トラブル回避の基礎知識 高齢者の自宅売却トラブルにご注意!

JA広報通信7月号

国民生活センター相談情報部●大井菜子

 

 

 高齢者の自宅売却トラブルに関する相談が寄せられています。

【事例】「マンションを売らないか」と突然不動産業者が2人訪ねてきた。「マンションを売っても、格安な家賃を払って住み続けられる。管理費や修繕費、固定資産税がかからなくなるのでとても有利だ」と6時間ほど説得されて意識がもうろうとし、高齢で独り暮らしだしそれもいいかと思うようになった。もう少し高く売れないかと伝えたら、1500万円で家を売ることになり、その場で手付金150万円を渡された。業者に言われるまま書面に署名押印したが、何の書類か覚えていない。後から不安になり解約したいと伝えたら、300万円を払うよう言われた。どうしたらいいか。

 

 

 自宅を不動産業者に売却して代金を受け取り、同時に賃貸借契約を結んで家賃を払いながら同じ家に住み続けるという「リースバック契約」に関する相談が寄せられています。メリットを強調されますが、消費者が不動産業者に自宅を売却した場合には宅地建物取引業法のクーリング・オフの適用はなく、無条件で解除することはできません。また、同時に交わす賃貸借契約に関しては、契約期間を制限されたり、相場より高額な家賃を設定されたりするなど、不利な契約内容になっている場合があり、特に高齢者の場合には住む場所を失うなど、取り返しがつかないトラブルに発展する場合があります。

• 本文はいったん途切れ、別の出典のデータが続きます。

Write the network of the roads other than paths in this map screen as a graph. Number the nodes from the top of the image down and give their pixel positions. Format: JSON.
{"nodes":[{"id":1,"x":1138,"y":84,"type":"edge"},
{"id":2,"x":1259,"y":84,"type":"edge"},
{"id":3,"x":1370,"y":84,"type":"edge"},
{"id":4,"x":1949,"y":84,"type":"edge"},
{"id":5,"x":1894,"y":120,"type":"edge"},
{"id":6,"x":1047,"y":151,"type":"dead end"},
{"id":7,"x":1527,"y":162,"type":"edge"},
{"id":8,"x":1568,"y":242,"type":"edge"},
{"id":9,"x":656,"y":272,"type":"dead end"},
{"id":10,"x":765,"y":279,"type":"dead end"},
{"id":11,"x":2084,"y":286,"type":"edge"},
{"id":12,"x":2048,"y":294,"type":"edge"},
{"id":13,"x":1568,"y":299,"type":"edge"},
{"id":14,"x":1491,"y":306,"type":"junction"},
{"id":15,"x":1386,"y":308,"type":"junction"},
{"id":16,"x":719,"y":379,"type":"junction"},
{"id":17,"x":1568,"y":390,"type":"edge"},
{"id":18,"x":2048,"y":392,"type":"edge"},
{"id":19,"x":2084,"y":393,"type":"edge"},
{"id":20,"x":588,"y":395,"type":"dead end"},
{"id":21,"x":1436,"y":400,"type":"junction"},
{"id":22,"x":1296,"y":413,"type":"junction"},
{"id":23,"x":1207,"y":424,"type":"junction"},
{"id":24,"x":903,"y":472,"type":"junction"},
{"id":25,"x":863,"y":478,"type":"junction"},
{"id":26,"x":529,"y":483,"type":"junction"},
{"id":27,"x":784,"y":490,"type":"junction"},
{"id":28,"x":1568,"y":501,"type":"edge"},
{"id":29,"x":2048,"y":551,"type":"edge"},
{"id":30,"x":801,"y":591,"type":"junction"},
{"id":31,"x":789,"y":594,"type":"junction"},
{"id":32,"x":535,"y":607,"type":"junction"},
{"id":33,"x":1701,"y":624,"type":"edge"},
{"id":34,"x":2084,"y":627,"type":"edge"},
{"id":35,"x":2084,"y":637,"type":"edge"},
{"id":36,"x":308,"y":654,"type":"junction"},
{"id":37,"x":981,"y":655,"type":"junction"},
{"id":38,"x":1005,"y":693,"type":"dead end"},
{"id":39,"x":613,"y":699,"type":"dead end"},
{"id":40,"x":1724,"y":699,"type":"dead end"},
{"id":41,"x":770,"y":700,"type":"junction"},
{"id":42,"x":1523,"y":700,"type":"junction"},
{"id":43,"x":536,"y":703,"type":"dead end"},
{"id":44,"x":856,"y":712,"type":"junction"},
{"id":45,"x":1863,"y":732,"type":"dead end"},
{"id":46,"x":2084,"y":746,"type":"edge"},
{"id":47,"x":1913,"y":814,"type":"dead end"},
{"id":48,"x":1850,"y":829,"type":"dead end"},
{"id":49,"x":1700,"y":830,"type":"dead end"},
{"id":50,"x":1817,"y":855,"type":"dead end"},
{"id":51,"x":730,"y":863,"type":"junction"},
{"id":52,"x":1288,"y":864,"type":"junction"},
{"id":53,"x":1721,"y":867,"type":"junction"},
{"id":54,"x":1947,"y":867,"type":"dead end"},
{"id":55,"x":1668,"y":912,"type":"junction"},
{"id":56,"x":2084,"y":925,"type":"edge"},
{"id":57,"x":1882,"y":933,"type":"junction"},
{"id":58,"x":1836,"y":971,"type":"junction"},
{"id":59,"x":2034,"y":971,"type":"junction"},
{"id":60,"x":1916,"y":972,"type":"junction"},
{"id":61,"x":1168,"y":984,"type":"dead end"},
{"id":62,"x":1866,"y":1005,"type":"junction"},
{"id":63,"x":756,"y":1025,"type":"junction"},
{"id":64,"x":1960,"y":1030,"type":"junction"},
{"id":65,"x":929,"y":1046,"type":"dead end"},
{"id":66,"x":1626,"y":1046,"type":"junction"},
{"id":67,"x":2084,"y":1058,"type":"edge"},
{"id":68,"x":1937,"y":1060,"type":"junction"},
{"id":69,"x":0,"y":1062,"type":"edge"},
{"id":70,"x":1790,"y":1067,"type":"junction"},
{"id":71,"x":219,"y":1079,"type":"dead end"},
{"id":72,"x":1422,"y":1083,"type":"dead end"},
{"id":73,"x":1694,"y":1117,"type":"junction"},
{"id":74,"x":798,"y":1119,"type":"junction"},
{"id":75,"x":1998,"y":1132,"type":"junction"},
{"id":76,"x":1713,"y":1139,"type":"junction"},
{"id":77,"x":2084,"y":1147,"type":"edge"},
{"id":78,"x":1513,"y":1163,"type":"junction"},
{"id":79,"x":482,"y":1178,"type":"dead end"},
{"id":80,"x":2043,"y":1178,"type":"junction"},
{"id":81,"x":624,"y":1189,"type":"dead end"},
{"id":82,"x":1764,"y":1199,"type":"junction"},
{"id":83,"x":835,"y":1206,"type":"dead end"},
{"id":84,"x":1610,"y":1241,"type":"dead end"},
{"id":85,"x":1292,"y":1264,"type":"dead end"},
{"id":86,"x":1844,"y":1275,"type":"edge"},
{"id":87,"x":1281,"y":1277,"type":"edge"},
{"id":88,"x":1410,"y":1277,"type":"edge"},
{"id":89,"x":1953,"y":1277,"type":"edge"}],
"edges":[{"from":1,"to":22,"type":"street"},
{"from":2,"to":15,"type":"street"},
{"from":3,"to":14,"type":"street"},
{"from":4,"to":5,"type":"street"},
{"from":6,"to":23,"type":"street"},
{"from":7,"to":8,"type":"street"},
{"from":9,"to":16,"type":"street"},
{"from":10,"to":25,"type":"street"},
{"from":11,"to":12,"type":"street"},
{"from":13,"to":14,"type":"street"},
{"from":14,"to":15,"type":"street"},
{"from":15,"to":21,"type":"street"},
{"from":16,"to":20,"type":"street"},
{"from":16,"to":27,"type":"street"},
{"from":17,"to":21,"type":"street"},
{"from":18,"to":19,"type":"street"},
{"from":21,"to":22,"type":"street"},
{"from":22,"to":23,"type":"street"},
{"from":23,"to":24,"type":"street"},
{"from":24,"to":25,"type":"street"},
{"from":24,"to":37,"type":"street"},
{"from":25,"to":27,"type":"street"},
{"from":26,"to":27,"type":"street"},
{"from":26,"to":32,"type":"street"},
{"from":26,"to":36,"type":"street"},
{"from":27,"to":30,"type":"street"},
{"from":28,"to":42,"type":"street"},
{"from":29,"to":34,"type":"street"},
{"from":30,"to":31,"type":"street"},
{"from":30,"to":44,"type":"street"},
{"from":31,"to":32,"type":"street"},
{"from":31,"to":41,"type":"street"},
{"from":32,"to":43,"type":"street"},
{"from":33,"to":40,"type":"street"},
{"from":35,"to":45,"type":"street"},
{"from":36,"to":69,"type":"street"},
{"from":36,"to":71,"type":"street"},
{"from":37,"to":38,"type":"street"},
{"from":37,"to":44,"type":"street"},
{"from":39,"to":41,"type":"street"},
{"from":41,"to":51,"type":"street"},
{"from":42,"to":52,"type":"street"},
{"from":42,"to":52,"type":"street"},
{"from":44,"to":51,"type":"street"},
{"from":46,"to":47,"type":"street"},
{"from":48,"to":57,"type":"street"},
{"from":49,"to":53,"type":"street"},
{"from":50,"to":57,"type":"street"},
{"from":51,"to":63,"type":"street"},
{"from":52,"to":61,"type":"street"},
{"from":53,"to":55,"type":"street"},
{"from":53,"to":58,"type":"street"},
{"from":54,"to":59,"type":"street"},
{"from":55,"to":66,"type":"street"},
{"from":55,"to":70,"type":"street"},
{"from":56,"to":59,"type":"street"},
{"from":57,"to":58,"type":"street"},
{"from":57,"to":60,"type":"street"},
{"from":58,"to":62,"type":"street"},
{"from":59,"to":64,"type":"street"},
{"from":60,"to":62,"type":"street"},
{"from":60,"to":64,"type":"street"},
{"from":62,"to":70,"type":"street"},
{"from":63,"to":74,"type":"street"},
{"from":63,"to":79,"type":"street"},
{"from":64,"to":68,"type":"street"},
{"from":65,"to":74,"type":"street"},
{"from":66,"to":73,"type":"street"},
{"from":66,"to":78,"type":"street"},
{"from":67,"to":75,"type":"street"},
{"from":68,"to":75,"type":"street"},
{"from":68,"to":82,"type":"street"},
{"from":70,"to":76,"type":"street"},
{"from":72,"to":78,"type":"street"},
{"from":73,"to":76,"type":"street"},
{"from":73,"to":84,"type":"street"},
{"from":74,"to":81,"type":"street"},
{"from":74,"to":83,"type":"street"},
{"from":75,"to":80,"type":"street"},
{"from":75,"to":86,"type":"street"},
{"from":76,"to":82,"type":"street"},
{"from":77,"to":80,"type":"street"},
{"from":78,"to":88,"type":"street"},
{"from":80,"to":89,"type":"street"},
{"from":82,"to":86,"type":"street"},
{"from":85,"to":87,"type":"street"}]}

 一般に不動産の売買契約成立後に契約を解除する場合、手付け解除の期間内であれば、売り主は手付金の倍額を買い主に支払う方法で解除できますが、その期間を過ぎると高額な違約金を請求されるなど、簡単に解除できない場合がほとんどです。

 勧誘時にメリットを強調されても、契約内容が理解できなかったり、迷惑に感じたりした場合は、きっぱり明確に断りましょう。トラブルに遭ったらできるだけ早く消費生活センターに相談してください。